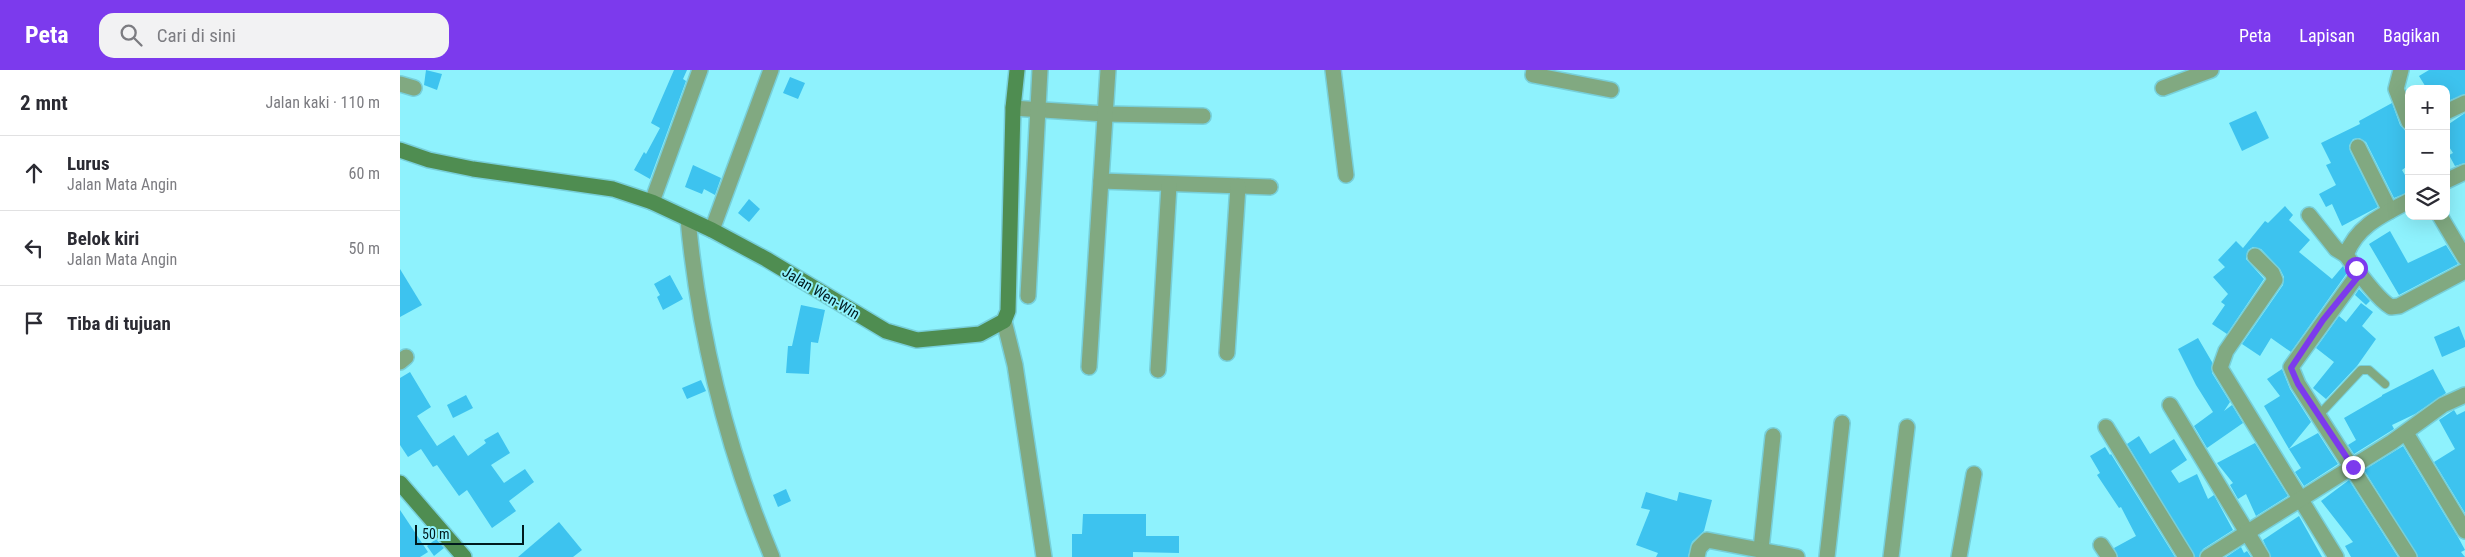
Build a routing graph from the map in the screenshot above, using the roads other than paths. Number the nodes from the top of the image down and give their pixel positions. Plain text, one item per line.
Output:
1 (700, 70) edge
2 (771, 70) edge
3 (1017, 70) edge
4 (1040, 70) edge
5 (1108, 70) edge
6 (1333, 70) edge
7 (1534, 70) edge
8 (2211, 70) edge
9 (2401, 70) edge
10 (2163, 88) dead end
11 (1611, 90) dead end
12 (2465, 103) edge
13 (1013, 108) junction
14 (1038, 110) junction
15 (2450, 110) edge
16 (2405, 112) edge
17 (1105, 114) junction
18 (1203, 116) dead end
19 (2358, 146) dead end
20 (400, 150) edge
21 (2465, 172) edge
22 (1346, 175) dead end
23 (2450, 179) edge
24 (1101, 181) junction
25 (1169, 185) junction
26 (1238, 186) junction
27 (1270, 187) dead end
28 (652, 202) junction
29 (2405, 203) edge
30 (2390, 211) junction
31 (2309, 215) dead end
32 (688, 219) junction
33 (2442, 220) edge
34 (712, 230) junction
35 (2346, 255) junction
36 (2255, 256) dead end
37 (2465, 258) edge
38 (2465, 272) edge
39 (2359, 273) junction
40 (1028, 296) dead end
41 (1004, 321) junction
42 (1227, 353) dead end
43 (1090, 367) dead end
44 (1158, 370) dead end
45 (2385, 384) dead end
46 (2465, 395) edge
47 (2170, 405) dead end
48 (2319, 415) junction
49 (1842, 423) dead end
50 (1907, 427) dead end
51 (2106, 427) dead end
52 (2406, 433) junction
53 (1773, 436) dead end
54 (2353, 467) junction
55 (1974, 474) dead end
56 (400, 483) edge
57 (2300, 498) junction
58 (2465, 531) edge
59 (2247, 532) junction
60 (1762, 549) junction
61 (464, 557) edge
62 (772, 557) edge
63 (1044, 557) edge
64 (1697, 557) edge
65 (1798, 557) edge
66 (1827, 557) edge
67 (1891, 557) edge
68 (1959, 557) edge
69 (2186, 557) edge
70 (2208, 557) edge
71 (2262, 557) edge
72 (2336, 557) edge
73 (2409, 557) edge

1 - 28 street
2 - 34 street
3 - 13 street
4 - 14 street
5 - 17 street
6 - 22 street
7 - 11 street
8 - 10 street
9 - 16 street
12 - 15 street
13 - 14 street
13 - 41 street
14 - 17 street
14 - 40 street
17 - 18 street
17 - 24 street
19 - 30 street
20 - 28 street, Jalan Wen-Win
21 - 23 street
24 - 25 street
24 - 43 street
25 - 26 street
25 - 44 street
26 - 27 street
26 - 42 street
28 - 32 street, Jalan Wen-Win
29 - 30 street
30 - 35 street
31 - 35 street
32 - 34 street, Jalan Wen-Win
32 - 62 street
33 - 37 street
34 - 41 street, Jalan Wen-Win
35 - 39 street
36 - 57 street
38 - 39 street
39 - 48 street
41 - 63 street
45 - 48 lane
46 - 52 street
47 - 59 street
48 - 54 street
49 - 66 street
50 - 67 street
51 - 69 street
52 - 54 street
52 - 58 street
53 - 60 street
54 - 57 street
54 - 73 street
55 - 68 street
56 - 61 street
57 - 59 street
57 - 72 street
59 - 70 street
59 - 71 street
60 - 64 street
60 - 65 street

++++++

**WHAT IS EXPECTED**
Copy out, from the records above, every line that holds the string "Jalan".

**EXERCISE ANSWER**
20 - 28 street, Jalan Wen-Win
28 - 32 street, Jalan Wen-Win
32 - 34 street, Jalan Wen-Win
34 - 41 street, Jalan Wen-Win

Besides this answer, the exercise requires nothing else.